Just about every building on Gill and Mosman streets catches the eye: a brightly painted police station, the classical elegance of the post office, and the shaded country arcades outside the stores. The courtyard and glass roof at the former Stock Exchange and Assayer's Office now front some quiet shops and a lifeless
mining museum
(daily 9am-4pm; $3). Next door, the solid facade of the
town hall
betrays its original purpose as a bank, which stored gold bars smelted locally; and the next bank along is now a grand facade for The World Theatre and Cinemas.
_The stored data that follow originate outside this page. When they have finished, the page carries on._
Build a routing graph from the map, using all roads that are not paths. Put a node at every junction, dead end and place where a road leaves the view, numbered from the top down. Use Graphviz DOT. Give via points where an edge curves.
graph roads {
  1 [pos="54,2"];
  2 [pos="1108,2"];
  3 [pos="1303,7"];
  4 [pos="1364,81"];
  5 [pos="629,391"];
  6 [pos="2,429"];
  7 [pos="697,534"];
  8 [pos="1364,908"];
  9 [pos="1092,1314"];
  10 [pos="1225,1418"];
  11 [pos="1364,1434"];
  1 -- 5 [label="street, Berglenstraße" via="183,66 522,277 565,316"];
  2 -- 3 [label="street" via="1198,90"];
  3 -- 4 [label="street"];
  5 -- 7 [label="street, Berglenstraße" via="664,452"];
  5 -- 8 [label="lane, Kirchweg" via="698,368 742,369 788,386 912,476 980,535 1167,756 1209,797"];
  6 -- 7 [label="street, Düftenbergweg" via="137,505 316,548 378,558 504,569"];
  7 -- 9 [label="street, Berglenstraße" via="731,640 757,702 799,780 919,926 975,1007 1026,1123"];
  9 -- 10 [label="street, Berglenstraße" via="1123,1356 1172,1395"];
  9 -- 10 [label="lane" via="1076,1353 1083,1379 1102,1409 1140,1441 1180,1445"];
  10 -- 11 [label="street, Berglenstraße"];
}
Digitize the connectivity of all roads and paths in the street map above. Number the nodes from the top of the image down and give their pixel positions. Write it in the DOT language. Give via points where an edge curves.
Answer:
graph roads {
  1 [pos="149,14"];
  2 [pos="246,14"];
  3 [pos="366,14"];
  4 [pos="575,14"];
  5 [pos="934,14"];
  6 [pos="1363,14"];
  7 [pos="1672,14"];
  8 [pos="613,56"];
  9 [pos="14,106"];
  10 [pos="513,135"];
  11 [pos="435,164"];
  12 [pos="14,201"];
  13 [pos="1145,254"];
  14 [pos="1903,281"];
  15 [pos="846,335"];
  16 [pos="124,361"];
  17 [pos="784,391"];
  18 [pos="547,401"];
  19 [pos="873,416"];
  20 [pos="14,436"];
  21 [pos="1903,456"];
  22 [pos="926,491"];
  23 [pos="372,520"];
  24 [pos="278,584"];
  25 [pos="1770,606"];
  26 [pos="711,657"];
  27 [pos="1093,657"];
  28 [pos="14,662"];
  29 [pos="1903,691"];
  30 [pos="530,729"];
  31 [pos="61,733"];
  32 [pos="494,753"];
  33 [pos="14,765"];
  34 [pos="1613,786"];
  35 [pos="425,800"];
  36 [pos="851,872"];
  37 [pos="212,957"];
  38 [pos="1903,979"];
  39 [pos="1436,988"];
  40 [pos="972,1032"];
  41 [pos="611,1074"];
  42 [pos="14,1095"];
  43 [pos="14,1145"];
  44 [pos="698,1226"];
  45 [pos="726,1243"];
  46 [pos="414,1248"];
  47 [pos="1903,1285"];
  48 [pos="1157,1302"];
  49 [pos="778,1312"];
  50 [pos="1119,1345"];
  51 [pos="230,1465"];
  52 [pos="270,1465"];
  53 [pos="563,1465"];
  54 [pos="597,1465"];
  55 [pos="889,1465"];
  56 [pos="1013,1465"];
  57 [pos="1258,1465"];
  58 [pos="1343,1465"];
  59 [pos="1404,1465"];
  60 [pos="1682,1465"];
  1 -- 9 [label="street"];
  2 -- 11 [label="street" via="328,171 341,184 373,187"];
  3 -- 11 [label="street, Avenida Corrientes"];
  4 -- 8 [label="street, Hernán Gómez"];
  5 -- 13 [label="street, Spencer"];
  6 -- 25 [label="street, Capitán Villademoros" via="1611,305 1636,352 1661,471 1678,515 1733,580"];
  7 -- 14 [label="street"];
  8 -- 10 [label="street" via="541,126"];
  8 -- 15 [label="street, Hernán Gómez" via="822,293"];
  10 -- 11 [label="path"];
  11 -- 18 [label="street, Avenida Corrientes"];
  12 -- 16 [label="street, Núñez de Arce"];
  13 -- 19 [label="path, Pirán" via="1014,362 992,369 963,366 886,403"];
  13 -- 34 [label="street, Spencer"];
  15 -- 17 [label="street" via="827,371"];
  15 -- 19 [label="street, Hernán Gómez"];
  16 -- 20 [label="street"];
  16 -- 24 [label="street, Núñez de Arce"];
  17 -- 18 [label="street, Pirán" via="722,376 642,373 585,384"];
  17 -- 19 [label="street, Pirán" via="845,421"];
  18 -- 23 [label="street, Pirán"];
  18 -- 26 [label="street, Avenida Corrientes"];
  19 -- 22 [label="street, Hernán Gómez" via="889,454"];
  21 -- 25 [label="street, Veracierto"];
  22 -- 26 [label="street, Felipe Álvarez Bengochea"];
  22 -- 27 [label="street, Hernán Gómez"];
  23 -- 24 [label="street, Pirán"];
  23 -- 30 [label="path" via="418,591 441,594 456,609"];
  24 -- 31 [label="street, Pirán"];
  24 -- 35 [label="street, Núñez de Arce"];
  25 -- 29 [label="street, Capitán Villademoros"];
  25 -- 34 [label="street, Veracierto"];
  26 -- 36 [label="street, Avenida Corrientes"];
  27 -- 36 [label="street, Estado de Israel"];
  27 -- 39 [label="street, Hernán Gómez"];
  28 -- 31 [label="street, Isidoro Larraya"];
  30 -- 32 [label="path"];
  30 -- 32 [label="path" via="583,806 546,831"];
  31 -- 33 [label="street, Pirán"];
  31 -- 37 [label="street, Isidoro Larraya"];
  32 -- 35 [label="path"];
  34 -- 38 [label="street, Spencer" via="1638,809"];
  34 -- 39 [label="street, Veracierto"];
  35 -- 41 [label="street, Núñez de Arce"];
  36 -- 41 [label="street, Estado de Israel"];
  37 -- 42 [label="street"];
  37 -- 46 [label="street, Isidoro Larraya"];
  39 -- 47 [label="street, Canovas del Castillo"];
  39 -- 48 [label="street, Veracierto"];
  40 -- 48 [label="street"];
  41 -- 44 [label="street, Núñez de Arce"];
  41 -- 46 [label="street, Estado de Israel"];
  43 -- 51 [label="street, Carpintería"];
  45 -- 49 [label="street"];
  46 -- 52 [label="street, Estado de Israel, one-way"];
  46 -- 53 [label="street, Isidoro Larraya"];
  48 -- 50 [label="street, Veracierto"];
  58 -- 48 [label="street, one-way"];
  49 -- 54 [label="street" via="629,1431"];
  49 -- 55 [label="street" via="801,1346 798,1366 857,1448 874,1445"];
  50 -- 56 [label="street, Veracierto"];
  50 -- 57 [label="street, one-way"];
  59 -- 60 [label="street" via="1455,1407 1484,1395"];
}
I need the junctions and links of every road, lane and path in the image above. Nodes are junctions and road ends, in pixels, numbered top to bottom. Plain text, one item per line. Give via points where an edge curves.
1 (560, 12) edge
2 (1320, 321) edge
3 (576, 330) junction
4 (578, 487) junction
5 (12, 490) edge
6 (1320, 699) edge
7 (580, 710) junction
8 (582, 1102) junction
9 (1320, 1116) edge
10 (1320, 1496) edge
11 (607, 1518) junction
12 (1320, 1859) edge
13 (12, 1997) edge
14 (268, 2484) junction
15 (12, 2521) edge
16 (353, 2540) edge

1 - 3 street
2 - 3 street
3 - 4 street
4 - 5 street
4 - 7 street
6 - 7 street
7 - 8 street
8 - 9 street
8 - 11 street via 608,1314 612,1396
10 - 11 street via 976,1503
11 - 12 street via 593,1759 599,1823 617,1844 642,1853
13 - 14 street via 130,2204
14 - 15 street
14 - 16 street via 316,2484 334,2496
Just down Mosman Street is the
Zara Clark Museum
(daily 10am-3pm; $3), housing an absorbing jumble of everything from old wagons to a set of silver tongs for eating frogs' legs. Further along the road there's plenty of shade under giant fig trees at
Lissner Park
, whose Boer War memorial recalls stories of
Breaker Morant
, a local poet executed by the British after shooting a prisoner.
The
Venus Gold Battery
, 5km out of town down Gill Street (tours daily 10am & 2pm; $3), is a fascinating illustration of the monumental efforts needed to separate gold from rock. Abandoned in 1972 after a century of operations, the battery is a huge, gloomy temple to the past, its machinery lying silent and piecemeal around the place. The intention is to restore it to full working order, presumably without re-creating the actual conditions - it was a hideous place, a sweatbox filled with noxious fumes and noise. Ore was ground to a powder in one of the seven massive crushers, mixed with water and passed over a mercury screen. Any gold formed an amalgam and adhered to the mercury, which was then heated in a crucible to leave a pitted nugget and later re-melted with flux to absorb any impurities. Sludge from the mercury screens was soaked in cyanide to leach out more gold, and then the cyanide was neutralized with sulphur and piled up outside. These mounds are now being reprocessed using modern methods to extract the last vestiges of the precious metal.